A human right to object to war
13 Dec 2011
R v Michael Peter Lyons  EWCA Crim 2808- read judgment
Moral objections to the UK’s involvement in Afghanistan do not constitute a defence to an insubordination charge, the Court Martial Appeal Court has ruled. The appellant was not entitled to disobey a lawful command on the ground of conscientious objection.
At the age of 18 the appellant had volunteered for the Royal Navy and under its auspices was posted to submarines as Leading Medical Assistant. Five years in to his service, he was told that he would be deployed to Afghanistan. He applied for discharge on the basis that he objected to the UK’s role in Afghanistan. His application on grounds of conscientious objection was refused. Before his appeal against this refusal was decided he was ordered to undertake a pre-deployment weapons training course, because of the risk all personnel faced in that theatre, combatant or not. On refusing to submit to this he was convicted of insubordination.

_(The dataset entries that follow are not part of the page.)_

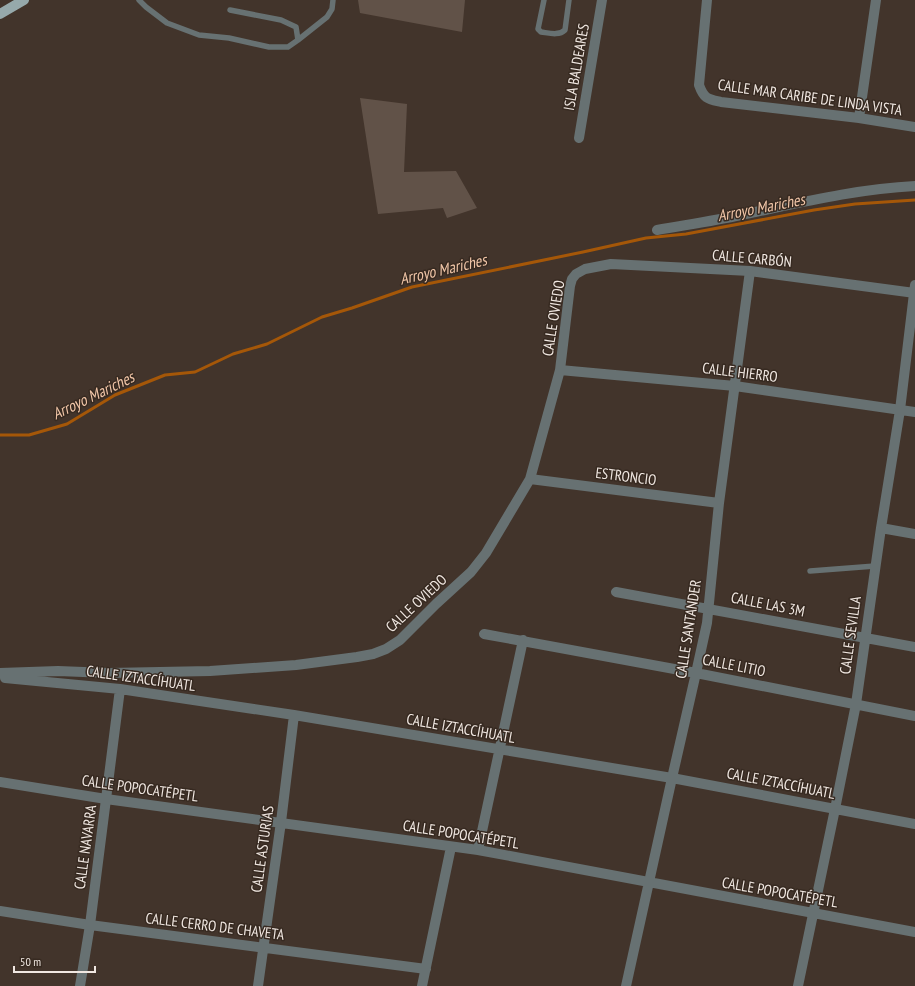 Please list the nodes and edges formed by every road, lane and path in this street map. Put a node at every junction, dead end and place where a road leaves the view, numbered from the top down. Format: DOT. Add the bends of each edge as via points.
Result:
graph roads {
  1 [pos="24,0"];
  2 [pos="139,0"];
  3 [pos="333,0"];
  4 [pos="544,0"];
  5 [pos="569,0"];
  6 [pos="602,0"];
  7 [pos="707,0"];
  8 [pos="876,0"];
  9 [pos="230,10"];
  10 [pos="0,14"];
  11 [pos="298,40"];
  12 [pos="859,118"];
  13 [pos="915,127"];
  14 [pos="579,138"];
  15 [pos="915,186"];
  16 [pos="657,230"];
  17 [pos="585,269"];
  18 [pos="750,271"];
  19 [pos="915,291"];
  20 [pos="560,370"];
  21 [pos="735,386"];
  22 [pos="900,410"];
  23 [pos="915,412"];
  24 [pos="530,479"];
  25 [pos="719,503"];
  26 [pos="881,528"];
  27 [pos="915,534"];
  28 [pos="875,566"];
  29 [pos="810,571"];
  30 [pos="616,592"];
  31 [pos="709,608"];
  32 [pos="484,634"];
  33 [pos="865,638"];
  34 [pos="523,640"];
  35 [pos="915,647"];
  36 [pos="0,673"];
  37 [pos="696,673"];
  38 [pos="0,677"];
  39 [pos="120,688"];
  40 [pos="856,704"];
  41 [pos="294,715"];
  42 [pos="915,716"];
  43 [pos="498,750"];
  44 [pos="672,778"];
  45 [pos="0,782"];
  46 [pos="106,799"];
  47 [pos="835,809"];
  48 [pos="281,822"];
  49 [pos="915,824"];
  50 [pos="452,847"];
  51 [pos="478,850"];
  52 [pos="649,882"];
  53 [pos="0,911"];
  54 [pos="813,913"];
  55 [pos="90,925"];
  56 [pos="915,932"];
  57 [pos="264,947"];
  58 [pos="426,969"];
  59 [pos="80,986"];
  60 [pos="258,986"];
  61 [pos="422,986"];
  62 [pos="626,986"];
  63 [pos="798,986"];
  1 -- 10 [label="main road"];
  2 -- 11 [label="lane" via="167,23 199,35 229,38 269,47 288,47"];
  3 -- 11 [label="lane" via="332,9 327,17"];
  4 -- 5 [label="lane" via="538,29 541,32 558,34 565,30"];
  6 -- 14 [label="street, ISLA BALDEARES"];
  7 -- 12 [label="street, CALLE MAR CARIBE DE LINDA VISTA" via="699,85 702,95 721,102"];
  8 -- 12 [label="street"];
  9 -- 11 [label="lane" via="281,20 296,27"];
  12 -- 13 [label="street, CALLE MAR CARIBE DE LINDA VISTA"];
  15 -- 16 [label="street" via="822,198"];
  17 -- 18 [label="street, CALLE CARBÓN" via="611,264"];
  17 -- 20 [label="street, CALLE OVIEDO" via="576,274 570,286"];
  18 -- 19 [label="street, CALLE CARBÓN"];
  18 -- 21 [label="street, CALLE SANTANDER"];
  19 -- 22 [label="street, CALLE SEVILLA"];
  20 -- 21 [label="street, CALLE HIERRO"];
  20 -- 24 [label="street, CALLE OVIEDO"];
  21 -- 22 [label="street, CALLE HIERRO"];
  21 -- 25 [label="street, CALLE SANTANDER"];
  22 -- 23 [label="street, CALLE HIERRO"];
  22 -- 26 [label="street, CALLE SEVILLA"];
  24 -- 25 [label="street, ESTRONCIO"];
  24 -- 36 [label="street, CALLE OVIEDO" via="486,553 471,572 400,640 373,654 296,665 244,669 124,673"];
  25 -- 31 [label="street, CALLE SANTANDER"];
  26 -- 27 [label="street"];
  26 -- 28 [label="street, CALLE SEVILLA"];
  28 -- 29 [label="lane"];
  28 -- 33 [label="street, CALLE SEVILLA"];
  30 -- 31 [label="street, CALLE LAS 3M"];
  31 -- 33 [label="street, CALLE LAS 3M"];
  31 -- 37 [label="street, CALLE SANTANDER"];
  32 -- 34 [label="street, CALLE LITIO"];
  33 -- 35 [label="street, CALLE LAS 3M"];
  33 -- 40 [label="street, CALLE SEVILLA"];
  34 -- 37 [label="street, CALLE LITIO"];
  34 -- 43 [label="street"];
  37 -- 40 [label="street, CALLE LITIO"];
  37 -- 44 [label="street, CALLE SANTANDER"];
  38 -- 39 [label="street, CALLE IZTACCÍHUATL"];
  39 -- 41 [label="street, CALLE IZTACCÍHUATL"];
  39 -- 46 [label="street, CALLE NAVARRA"];
  40 -- 42 [label="street, CALLE LITIO"];
  40 -- 47 [label="street, CALLE SEVILLA"];
  41 -- 43 [label="street, CALLE IZTACCÍHUATL"];
  41 -- 48 [label="street, CALLE ASTURIAS"];
  43 -- 44 [label="street, CALLE IZTACCÍHUATL"];
  43 -- 51 [label="street"];
  44 -- 47 [label="street, CALLE IZTACCÍHUATL"];
  44 -- 52 [label="street, CALLE SANTANDER"];
  45 -- 46 [label="street, CALLE POPOCATÉPETL"];
  46 -- 48 [label="street, CALLE POPOCATÉPETL"];
  46 -- 55 [label="street, CALLE NAVARRA"];
  47 -- 49 [label="street, CALLE IZTACCÍHUATL"];
  47 -- 54 [label="street, CALLE SEVILLA"];
  48 -- 50 [label="street, CALLE POPOCATÉPETL"];
  48 -- 57 [label="street, CALLE ASTURIAS"];
  50 -- 51 [label="street, CALLE POPOCATÉPETL"];
  50 -- 58 [label="street"];
  51 -- 52 [label="street, CALLE POPOCATÉPETL"];
  52 -- 54 [label="street, CALLE POPOCATÉPETL"];
  52 -- 62 [label="street, CALLE SANTANDER"];
  53 -- 55 [label="street, CALLE CERRO DE CHAVETA"];
  54 -- 56 [label="street, CALLE POPOCATÉPETL"];
  54 -- 63 [label="street, CALLE SEVILLA"];
  55 -- 57 [label="street, CALLE CERRO DE CHAVETA"];
  55 -- 59 [label="street, CALLE NAVARRA"];
  57 -- 58 [label="street, CALLE CERRO DE CHAVETA"];
  57 -- 60 [label="street, CALLE ASTURIAS"];
  58 -- 61 [label="street"];
}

In this appeal against his sentence he argued that Article 9 protected him from active service from the moment when he told his commanding officer of his objections, until his appeal on grounds of conscientious objection was finally determined. He also contended that he had protected status under the Geneva Convention 1949 and it was unlawful to require him to undergo weapons training. His appeal was dismissed.
The Court’s reasoning
Whilst Article 9 could apply to a volunteer who had changed his mind on grounds of conscience, the fact that the appellant had volunteered weighed heavily in the balance, when considering the conflicting interests of public safety, the protection of public order, and the protection of the rights of others (Article 9(2)). If the argument about freezing normal military procedures from the moment of voicing objections were correct, this would allow, for example, members of a unit serving in a dangerous situation to suddenly refuse to take any further part in the operation on which they had been deployed.
This could put at immediate risk the lives of comrades, the success of the operation and the safety of the civilian population.

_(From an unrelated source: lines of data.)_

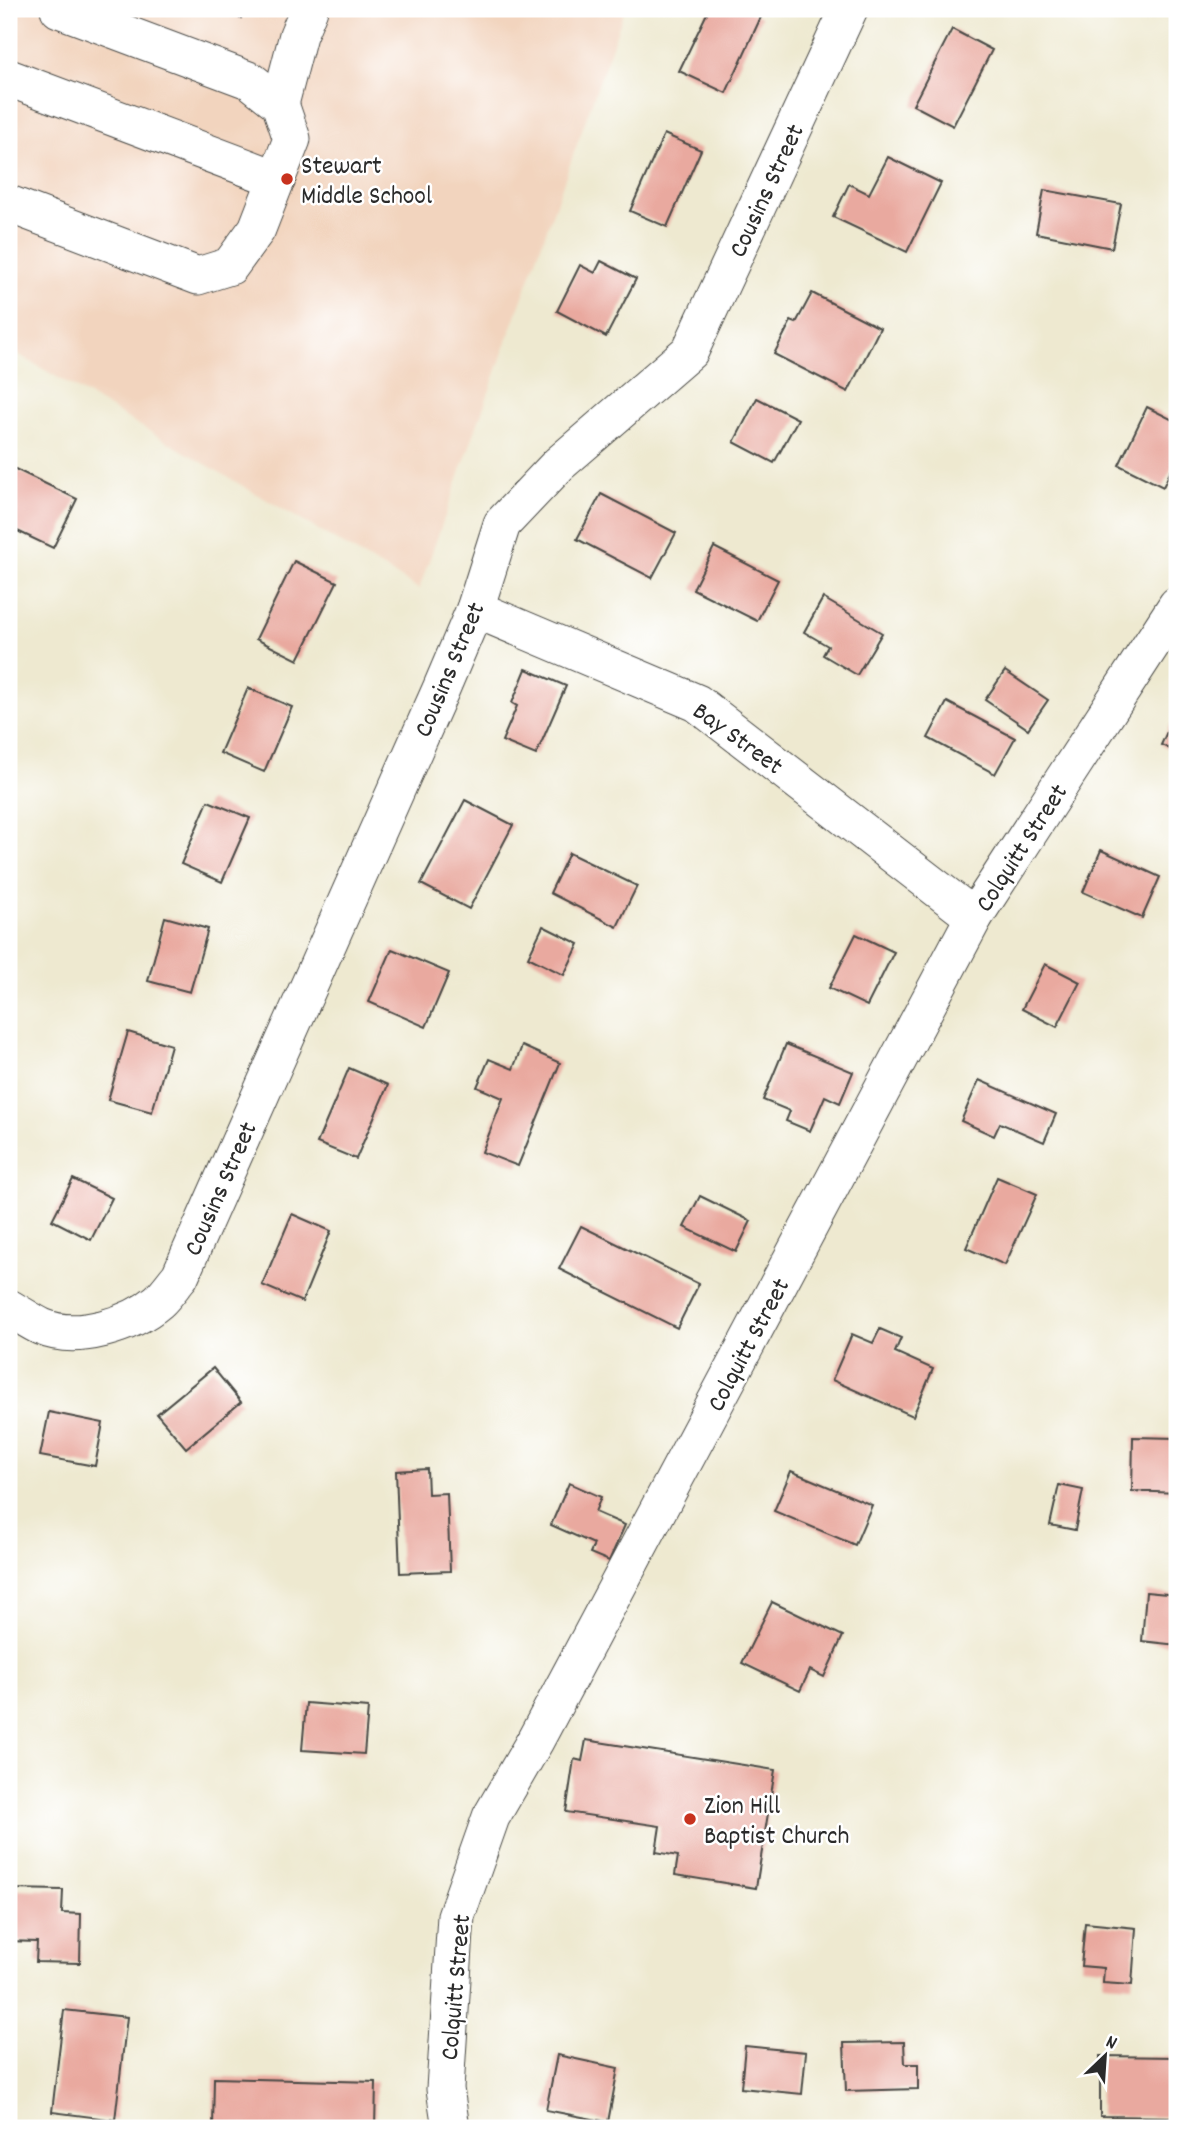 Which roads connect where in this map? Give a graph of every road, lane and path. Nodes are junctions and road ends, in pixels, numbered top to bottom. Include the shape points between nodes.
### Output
1 (60, 9) edge
2 (309, 9) edge
3 (849, 9) edge
4 (9, 78) edge
5 (280, 104) junction
6 (277, 179) junction
7 (9, 204) edge
8 (1177, 605) edge
9 (475, 609) junction
10 (974, 917) junction
11 (9, 1308) edge
12 (451, 2128) edge

1 - 5 street via 251,81
2 - 5 street
3 - 9 street, Cousins Street via 690,351 559,464 502,524
4 - 6 street
5 - 6 street via 292,139
6 - 7 street via 257,229 230,266 198,276
8 - 10 street, Colquitt Street
9 - 10 street, Bay Street via 698,703
9 - 11 street, Cousins Street via 180,1276 159,1301 105,1329 74,1332 44,1328
10 - 12 street, Colquitt Street via 491,1816 456,1916 445,2089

In the court’s view, a volunteer undertakes “serious responsibilities”, potentially involving the lives and safety of others. Until a claim to conscientious objection had been established, he remains “subject to the requirements of military service and military discipline, otherwise he could immediately escape from the responsibilities which he had voluntarily accepted, regardless of the consequent risk to others and regardless of whether or not his claim was well founded”.

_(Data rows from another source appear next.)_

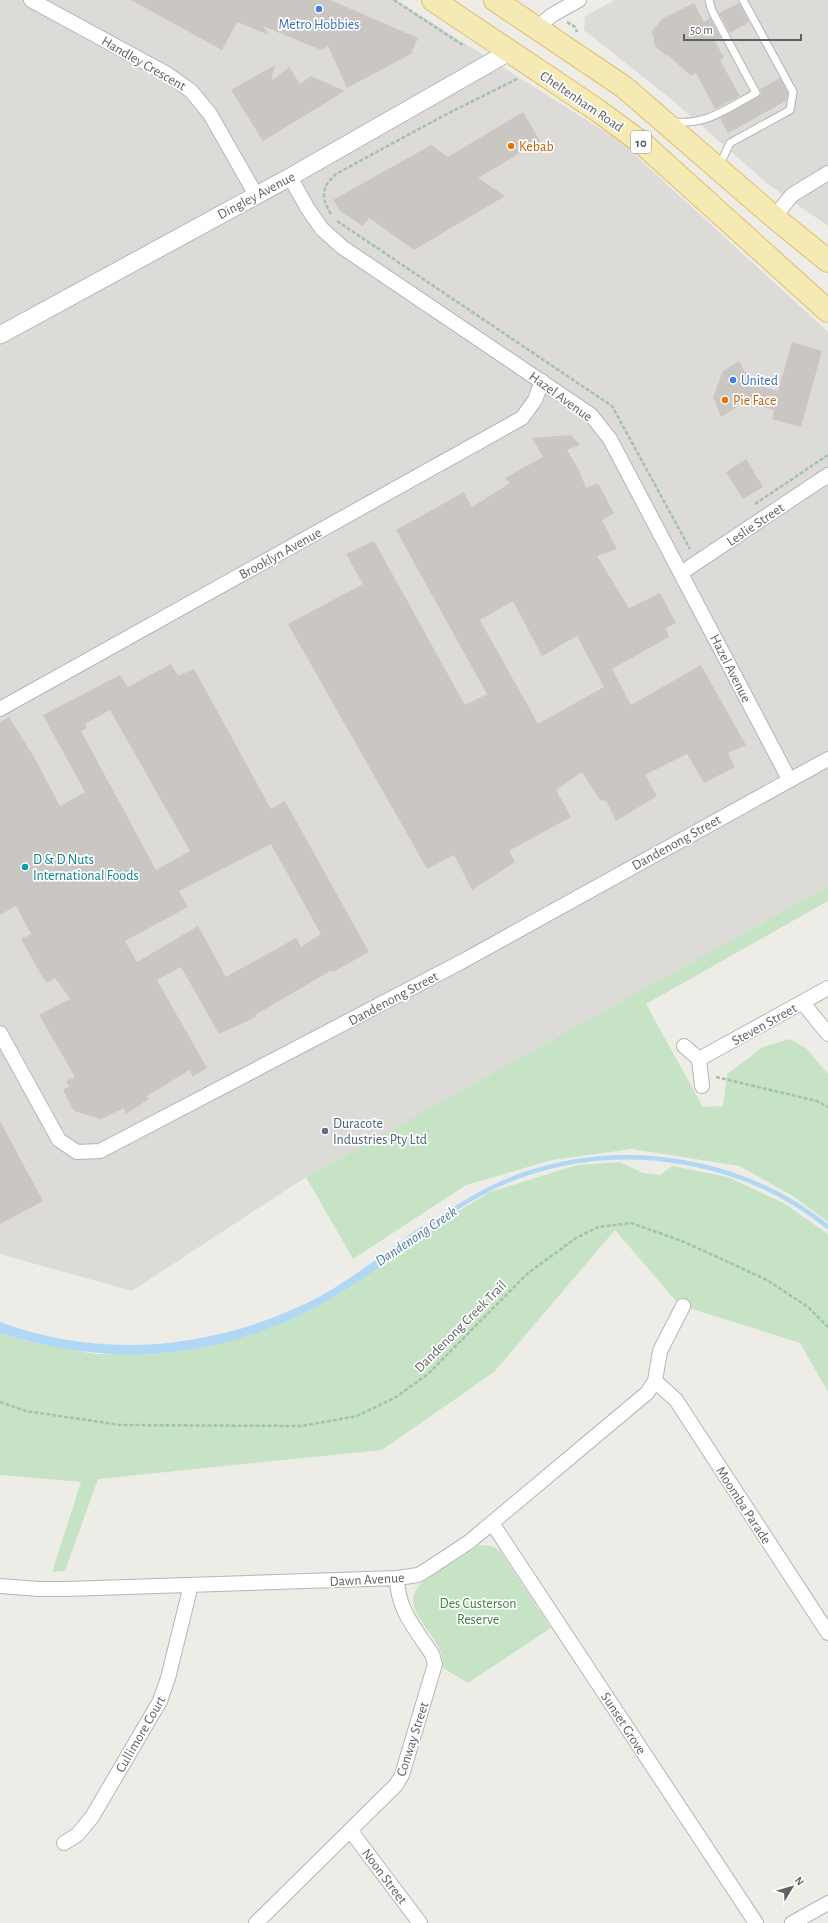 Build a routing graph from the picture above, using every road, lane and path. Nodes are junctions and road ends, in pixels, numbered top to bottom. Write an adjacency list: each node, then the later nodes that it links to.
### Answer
1 (31, 0): 15 (street, Handley Crescent)
2 (433, 0): 9 (main road, Cheltenham Road / 10)
3 (495, 0): 7 (main road, 10)
4 (579, 0): 7 (street)
5 (710, 0): 11 (lane)
6 (743, 0): 12 (lane)
7 (544, 22): 8 (main road, 10); 8 (path); 9 (main road)
8 (569, 49): 11 (main road, 10)
9 (509, 52): 10 (main road, Cheltenham Road / 10); 14 (street, Dingley Avenue)
10 (538, 71): 18 (main road, Cheltenham Road / 10); 22 (path)
11 (664, 121): 12 (main road, 10)
12 (718, 168): 16 (main road, 10)
13 (828, 173): 16 (street)
14 (290, 177): 15 (street, Dingley Avenue); 20 (street, Hazel Avenue)
15 (256, 195): 19 (street, Dingley Avenue)
16 (774, 217): 17 (main road, 10)
17 (828, 260)
18 (828, 311)
19 (0, 335)
20 (542, 381): 23 (street, Hazel Avenue); 24 (street, Brooklyn Avenue)
21 (828, 476): 22 (street, Leslie Street)
22 (698, 562): 23 (street, Leslie Street)
23 (681, 573): 26 (street, Hazel Avenue)
24 (0, 709)
25 (828, 759): 26 (street, Dandenong Street)
26 (788, 779): 29 (street, Dandenong Street)
27 (828, 988): 28 (street, Steven Street)
28 (803, 1003): 30 (street); 32 (street, Steven Street)
29 (0, 1033)
30 (828, 1034)
31 (684, 1046): 32 (street)
32 (699, 1059): 33 (street)
33 (701, 1079): 34 (path)
34 (828, 1107)
35 (683, 1306): 37 (street, Dawn Avenue)
36 (828, 1327): 38 (path, Dandenong Creek Trail)
37 (655, 1381): 39 (street, Dawn Avenue); 43 (street, Moomba Parade)
38 (0, 1402)
39 (492, 1523): 40 (street, Dawn Avenue); 49 (street, Sunset Grove)
40 (397, 1578): 41 (street, Dawn Avenue); 44 (street, Conway Street)
41 (191, 1585): 42 (street, Dawn Avenue); 45 (street, Cullimore Court)
42 (0, 1586)
43 (828, 1633)
44 (350, 1830): 47 (street, Conway Street); 48 (street, Noon Street)
45 (64, 1843)
46 (828, 1903): 50 (street)
47 (256, 1923)
48 (420, 1923)
49 (756, 1923)
50 (792, 1923)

The appellant’s notification of appeal had not therefore justified his refusal to obey an order pending the determination of his appeal, which would have made the order optional at his choice.
The Court found it unnecessary to explore his claim under the Geneva Convention. It proceeded on the basis that as a medical assistant the appellant would have been entitled to protected status in Afghanistan, although as it wrily noted
that is unfortunately not recognised by the Taliban who have in the past fired on medical personnel.
In any event, to require weapons training for protection of personnel and those in their care was a lawful operational policy with which the courts would not interfere.
In a country where conscription has had a relatively short history, it is somewhat surprising that the UK was the first state to legislate for recognition of conscientious objection. But it was no coincidence that this came about with the introduction of full conscription by the Military Service Act 1916. Neither the 1916 Act nor the WW2 legislation which followed it provided relief to an individual who initially volunteered or accepted call-up but then changed his mind on grounds of conscience. After conscription came to an end there were no formal procedures available for dealing with claims of conscientious volunteers until the end of the sixties, when a non-departmental public body, the Advisory Committee on Conscientious Objectors (ACCO), was introduced to handle these claims.
However weak the merits of this particular case, it does illustrate the limitations of the “freedom of thought” element of Article 9, insofar as it operates without the trappings of organised religion. It was only as recently as 2001 that Strasbourg recognised conscientious objection as possibly being covered by Article 9, departing from an earlier line of case law to the effect that could not be raised as affording a foundation for a refusal to accept conscription into the armed forces (Bayatyan v Armenia (application no 23459/03, 7 July 2001). It clearly did not assist the appellant’s claim that his concerns were confined to Afghanistan rather than military conflict in general [para 21]. That put him in the position of a political, rather than conscientious – or moral – opponent of the system which he was resisting.